O treinador chegou em uma semana conturbada, que teve desde protesto da torcida no CT a até afastamento e demissão de funcionários e anúncio de pagamentos

"Chegamos ontem e, lá do aeroporto, já tivemos uma reunião bem substancial e objetiva. E hoje de manhã já tivemos treino no campo, como não pode ser diferente. Tem que chegar e trabalhar para mudar o cenário, para criar expectativas. Queria antes de mais nada agradecer ao presidente e à diretoria que apoiaram meu nome nessa escolha. Digo que um clube como o CSA é um prazer para qualquer profissional estar envergando as suas cores".

"Hoje, digo que estou tendo essa oportunidade de estar em um gigante, clube que dispensa comentários a nível de sua história. Gostaria muito de pedir que o slogan do escudo 'União e Força' seja colocado literalmente à prova. Existem momentos não tão bons em todos os grandes clubes, mas quando se juntam, quando existe união das pessoas importantes que fazem o clube, e principalmente da torcida. Já joguei contra o CSA, com o Trapichão lotado, sei da força quando pulsa da torcida. Cabe a nós criarmos um cenário para que a torcida volta a acreditar e abraçar o projeto", complementou.

O CSA demitiu Itamar Schülle após as eliminações na semifinal do Campeonato Alagoana e na segunda fase da Copa do Brasil. Após 10 dias, Moacir Júnior assume o clube marujo com o desafio de implementar as próprias ideias na preparação para a Série D.
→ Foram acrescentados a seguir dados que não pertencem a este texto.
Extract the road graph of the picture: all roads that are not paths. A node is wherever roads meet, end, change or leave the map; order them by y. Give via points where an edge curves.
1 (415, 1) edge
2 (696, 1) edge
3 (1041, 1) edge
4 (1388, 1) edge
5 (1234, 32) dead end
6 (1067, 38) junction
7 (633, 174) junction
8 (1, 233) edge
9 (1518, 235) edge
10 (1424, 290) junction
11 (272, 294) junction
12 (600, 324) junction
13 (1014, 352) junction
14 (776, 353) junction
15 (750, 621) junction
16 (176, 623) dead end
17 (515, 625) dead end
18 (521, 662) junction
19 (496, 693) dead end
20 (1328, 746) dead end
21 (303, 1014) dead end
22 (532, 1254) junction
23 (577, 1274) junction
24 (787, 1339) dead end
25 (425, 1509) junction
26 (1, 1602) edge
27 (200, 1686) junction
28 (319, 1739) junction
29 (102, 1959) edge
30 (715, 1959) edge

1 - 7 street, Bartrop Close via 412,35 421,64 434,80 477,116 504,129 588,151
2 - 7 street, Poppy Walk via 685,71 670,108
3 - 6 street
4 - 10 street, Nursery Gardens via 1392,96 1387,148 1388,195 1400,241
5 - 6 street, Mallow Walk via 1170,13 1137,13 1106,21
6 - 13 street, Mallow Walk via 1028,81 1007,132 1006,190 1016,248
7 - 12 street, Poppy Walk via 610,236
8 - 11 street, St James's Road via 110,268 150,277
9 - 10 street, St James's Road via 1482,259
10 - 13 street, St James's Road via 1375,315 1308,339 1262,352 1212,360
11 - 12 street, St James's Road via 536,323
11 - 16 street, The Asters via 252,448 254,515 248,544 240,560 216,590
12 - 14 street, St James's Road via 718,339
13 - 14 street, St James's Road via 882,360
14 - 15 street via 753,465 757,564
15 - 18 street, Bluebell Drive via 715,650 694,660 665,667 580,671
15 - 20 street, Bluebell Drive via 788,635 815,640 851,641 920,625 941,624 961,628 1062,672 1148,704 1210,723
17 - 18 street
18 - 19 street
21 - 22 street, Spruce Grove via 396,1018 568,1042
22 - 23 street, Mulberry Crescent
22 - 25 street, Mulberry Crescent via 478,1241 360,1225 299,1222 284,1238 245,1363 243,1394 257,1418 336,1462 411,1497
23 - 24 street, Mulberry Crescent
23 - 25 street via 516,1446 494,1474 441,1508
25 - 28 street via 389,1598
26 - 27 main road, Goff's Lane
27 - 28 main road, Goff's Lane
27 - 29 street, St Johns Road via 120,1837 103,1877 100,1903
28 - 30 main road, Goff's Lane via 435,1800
"Acredito numa equipe que tem marcação muito forte, circula rápido a bola e chega rápido ao ataque de forma vertical. Gosto de uma equipe próxima, mas vertical. Se você ver o Osasco ou o América jogando, você vai ver isso. E aqui não pode ser diferente. Estou buscando essa característica dentro do grupo e acredito que o grupo tem, em algumas posições, atletas que podem, sim, exercer essas funções. E em outras, vamos buscar. Normal, dentro de uma renovação e necessidade de um grande clube, como é o CSA".

O Azulão está no Grupo A10 da Série D ao lado de ASA, CSE, Jacuipense, Atlético-BA e Juazeirense. A competição começa em 5 de abril e termina em 13 de setembro.